Not to forget the impact of drought - which seems perennial to our country (and is it me or are harvests usually “below expectations” every single time?) In order to ensure the people do not starve, The Government will either have to pick up the tab on grain imports or allow maize to enter the country without duty (also providing a few well placed waheshimiwas the opportunity to make a killing)  

Interest rates are also likely to head north as banks begin to act defensively (like they did a couple of years back). T-Bill rates are already breaking new ground.  

So what does all this mean for our beloved Nairobi Stock Exchange? What follows is my opinion of what will go down across the different sectors if the high inflation rates persist for a while. Note that I give opinions on the performance and not the share prices. Plus the article is based on country-specific (Kenya) analysis

Commercial Sector
These companies’ performance depends on the disposable incomes of consumers. In a period of high inflation, disposable incomes reduce and consumers spend less.

Retailers particularly don’t do that well during periods of high inflation. Uchumi Supermarkets, recently back on the bourse after a long hiatus, may see its recovery stifled.

CMC will also be hit if the high inflation persists. Let’s face it, in hard times a car is not the number 1 priority. Luxury car sales were recently reported to be up, but you can bet this feat won’t be a regular if the current tough environment holds up. C&G falls in this category too

I see no major effect on Safaricom. The telecom industry is still on a growth curve and the data market is begging to be exploited

Kenya Airways is well diversified into other markets (44 destinations in Africa) for it to be affected by events in Kenya. Passenger numbers were up as a result of a host of new routes that were incorporated during the year under review. The airline is also likely to get more shillings as their services are priced in foreign currencies which have strengthened against the Kenya Shilling.
Of course all this is assuming the global economy does not tank like it did in 2008

As high inflation is generally associated with a slowdown in consumer activity, other sectors will also record reduced growth. Thus, media and companies will generate less business. Advertising revenue will be hit hard as companies cut back on expenses.  
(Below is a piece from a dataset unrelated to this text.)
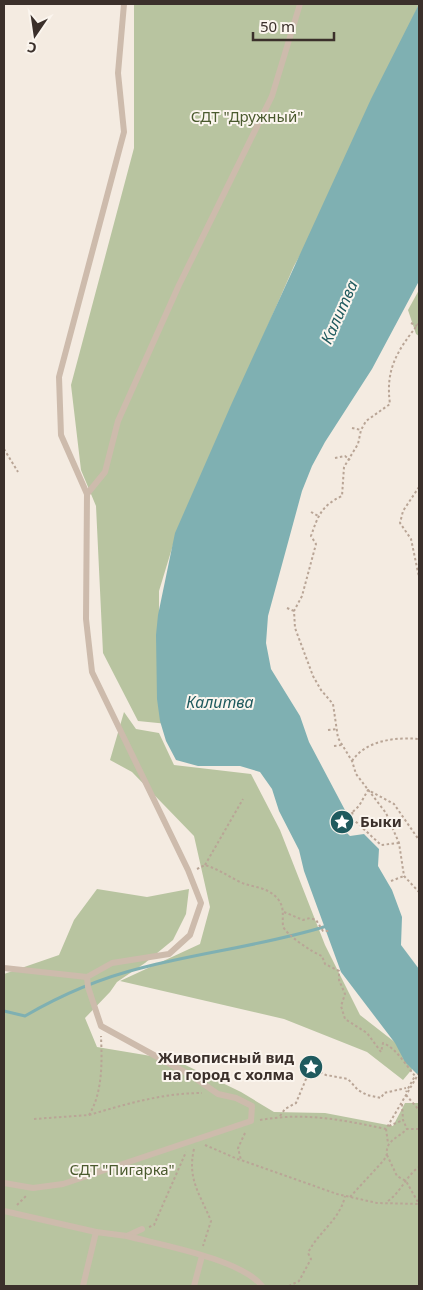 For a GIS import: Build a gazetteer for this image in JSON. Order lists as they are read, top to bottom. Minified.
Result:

TPS Serena will record a reduction on the number of domestic tourists, but will get more shillings from foreigners.

Financial Sector
Banks turn defensive during times of high inflation. This is to say that they prefer ‘riskless’ profits, such as bonds, to lending to businesses which might default. Interest rates will also rise to reflect banks’ unwillingness to lend to those who they consider to be ‘high risk’. This has already happened with The Commercial Bank of Africa (CBA) raising its interest charge on loans to 14.5 per cent from 13 per cent effective from July 11.

A high cost of credit is an impediment to the growth of businesses. Default rates will go up if the cost of living continues to rise.

With treasury intent on mopping up excess liquidity from the economy, Treasury Bill rates have shot up in a short span. The 91-day Treasury bill is trading at 9% while the 182 day bill is at 9.9%
It was recently reported that commercial banks’ purchase of government securities has jumped by Sh20 billion. This shows that lenders are not that confident of lending to the private sector. Plus who would blame the banks for buying government securities when the rates have risen as they have.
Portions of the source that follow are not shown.